PETRONAS Chemicals managing director and chief executive officer Mazuin Ismail

KUALA LUMPUR: Petronas Chemicals Group Bhd remains mindful of the ongoing geopolitical tensions that are contributing to volatility in energy and feedstock prices, as well as the uncertain macroeconomic environment, said managing director and CEO Mazuin Ismail.

"In addition, we are mindful of the potential impact of new capacities entering the market, contributing to an oversupply situation that will likely continue to keep pressure on product prices and margins," he added.

On his outlook, Mazuin said produce price movement is expected to be mixed going into the second quarter with some olefins and derivatives (O&D) products such as ethylene and aromatics showing improvement on supply limitation while others are relatively unchanged.

He said urea demand has moderated due to delayed regional planting season caused by the hot weather, while methanol remains weak following muted downstream demand.

"Similarly, we are expecting divergent outlooks for the specialties segment as the construction sector continues to struggle with weak infrastructure growth and high interest rates, while products aimed at the automotive sector may see improved demand," he said in a statement.

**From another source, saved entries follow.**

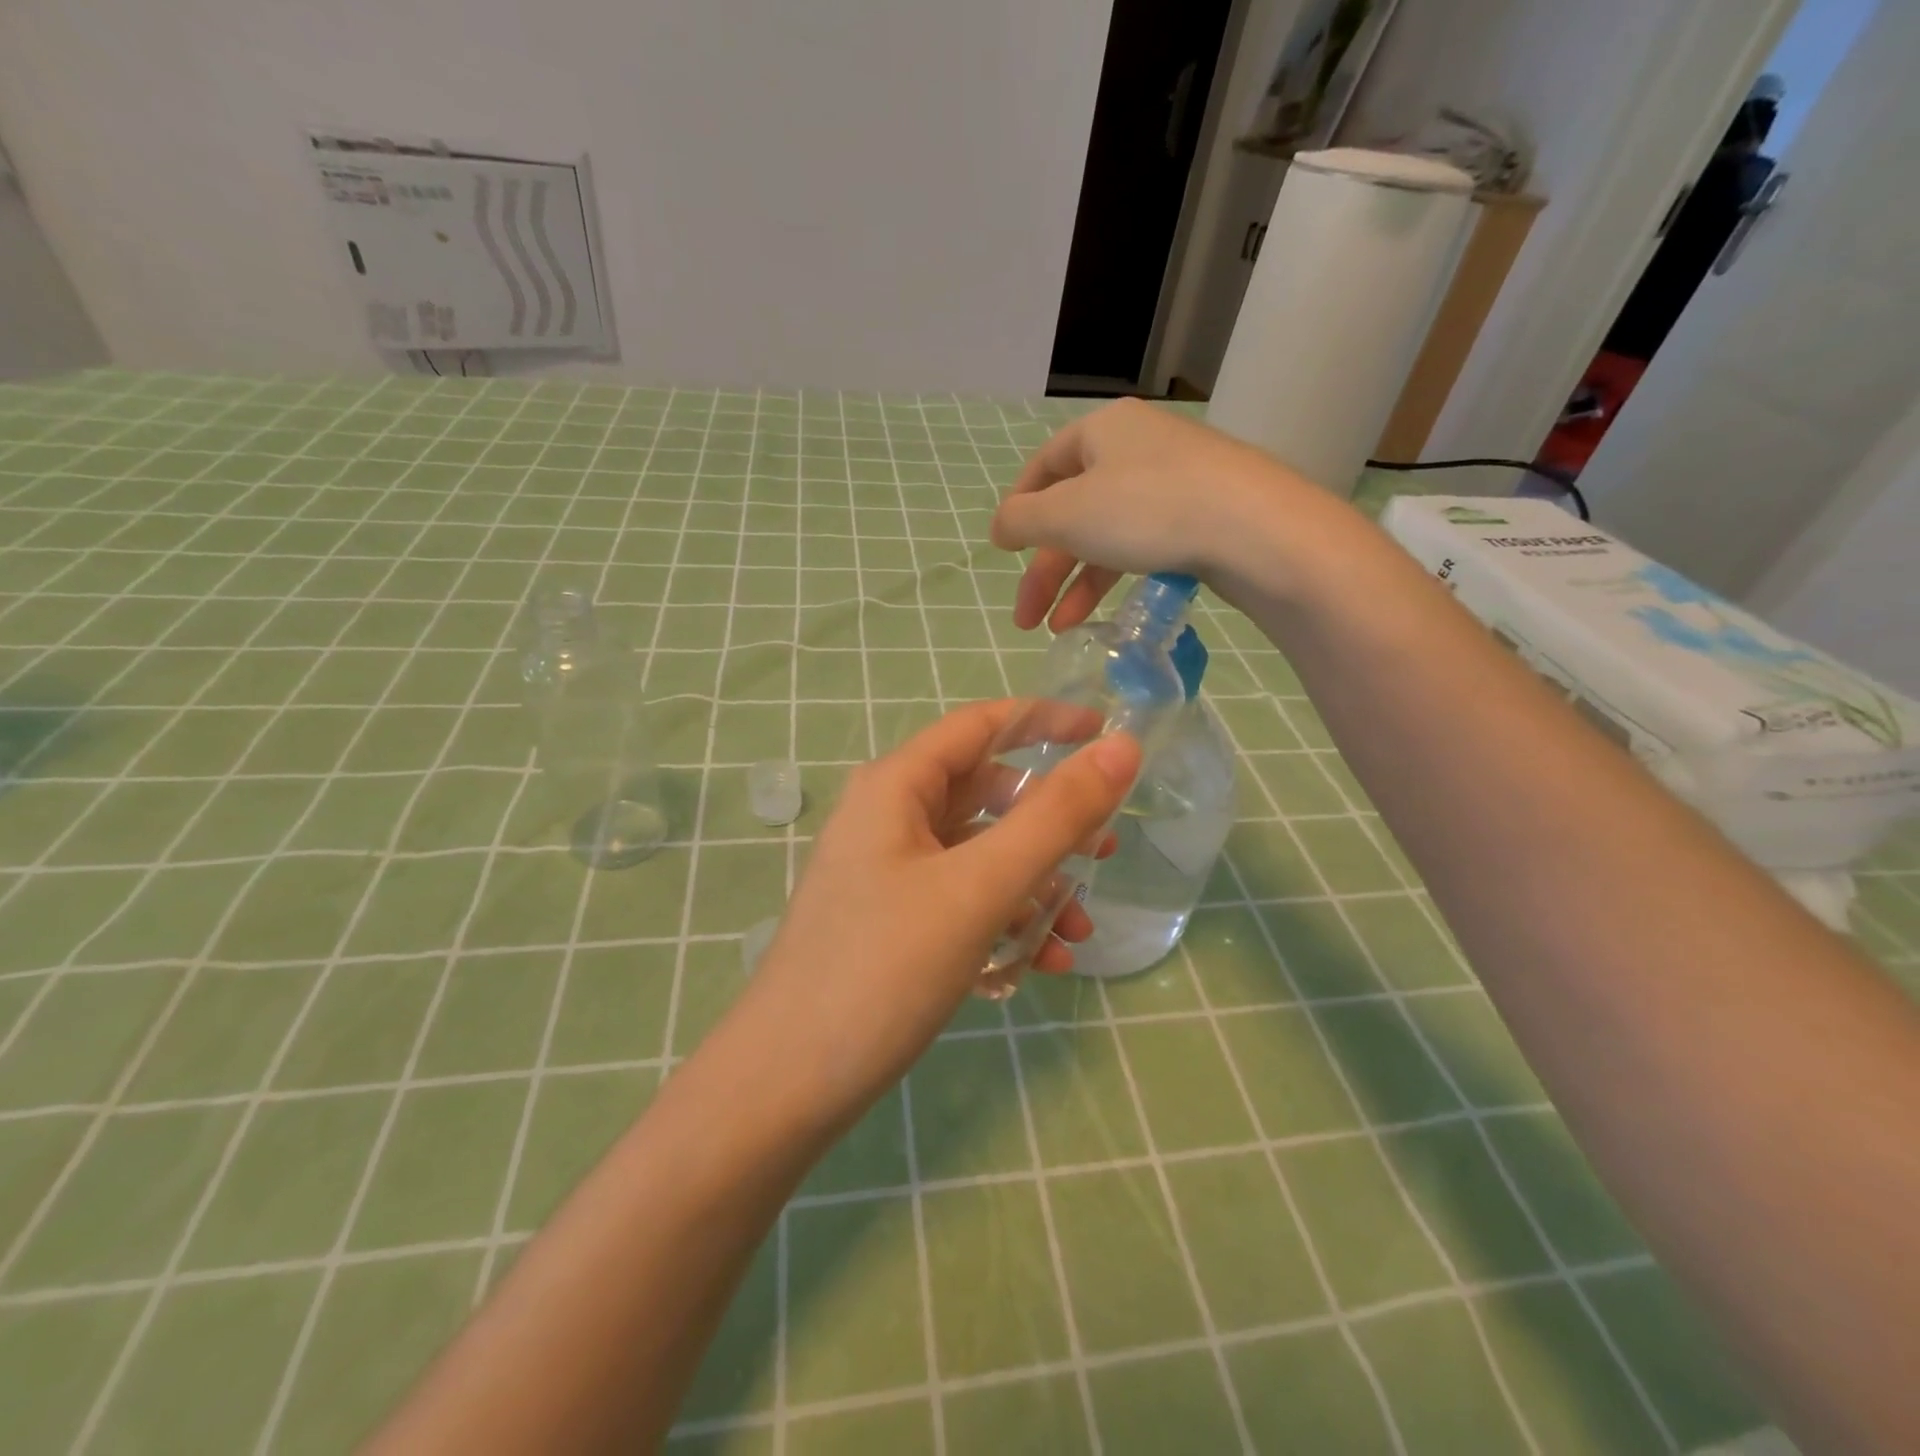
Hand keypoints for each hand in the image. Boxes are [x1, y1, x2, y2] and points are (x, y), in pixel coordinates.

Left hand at [736, 700, 1140, 1126]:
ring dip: (1036, 882)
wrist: (787, 1086)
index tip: (1105, 732)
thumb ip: (1054, 817)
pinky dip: (1006, 919)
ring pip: (980, 854)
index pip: (980, 725)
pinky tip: (1043, 963)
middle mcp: (888, 818)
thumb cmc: (882, 969)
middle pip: (985, 794)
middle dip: (1049, 820)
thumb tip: (1120, 750)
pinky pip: (963, 900)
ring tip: (1081, 928)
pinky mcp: (892, 922)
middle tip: (1105, 849)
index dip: (1044, 721)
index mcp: (896, 786)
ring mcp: (888, 873)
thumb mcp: (979, 888)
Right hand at [990, 398, 1323, 630]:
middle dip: (1046, 570)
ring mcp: (1175, 481)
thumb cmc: (1147, 509)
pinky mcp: (1203, 515)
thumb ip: (1021, 520)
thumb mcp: (1067, 515)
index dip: (1018, 510)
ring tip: (1062, 629)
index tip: (1003, 551)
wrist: (1255, 530)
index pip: (1043, 467)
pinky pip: (1144, 544)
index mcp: (1102, 431)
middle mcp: (1137, 448)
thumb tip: (1000, 526)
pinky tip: (1107, 611)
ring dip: (1078, 584)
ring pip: (1108, 534)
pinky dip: (1118, 577)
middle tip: (1027, 618)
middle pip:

During the first quarter ended March 31, 2024 (1QFY24), PETRONAS Chemicals registered a net profit of RM668mil, up from RM532mil in the year-ago quarter, on revenue of RM7.5bil against RM7.56bil in the comparative quarter.

The group's earnings per share rose to eight sen from seven sen in the comparative quarter.

According to the group, earnings before interest, taxation, depreciation and amortisation (Ebitda) surged 77% to RM1.2bil from RM655mil in 4QFY23 due to lower costs of fuel, energy, utilities and maintenance, higher product spreads, higher contribution from Perstorp Group as well as positive foreign exchange impact.

Ebitda margin during the quarter expanded to 16% from 9% in the preceding quarter.

"Our diversified portfolio of products has worked in our favour as improvement in the O&D segment helped counter the decline in average product prices in our fertiliser and methanol (F&M) segment.

"Our specialities segment has significantly improved following higher sales volume and product margins," said Mazuin.

Plant utilisation rate was recorded at 87%, an improvement from 84% during the quarter contributing to marginal increase in production volume.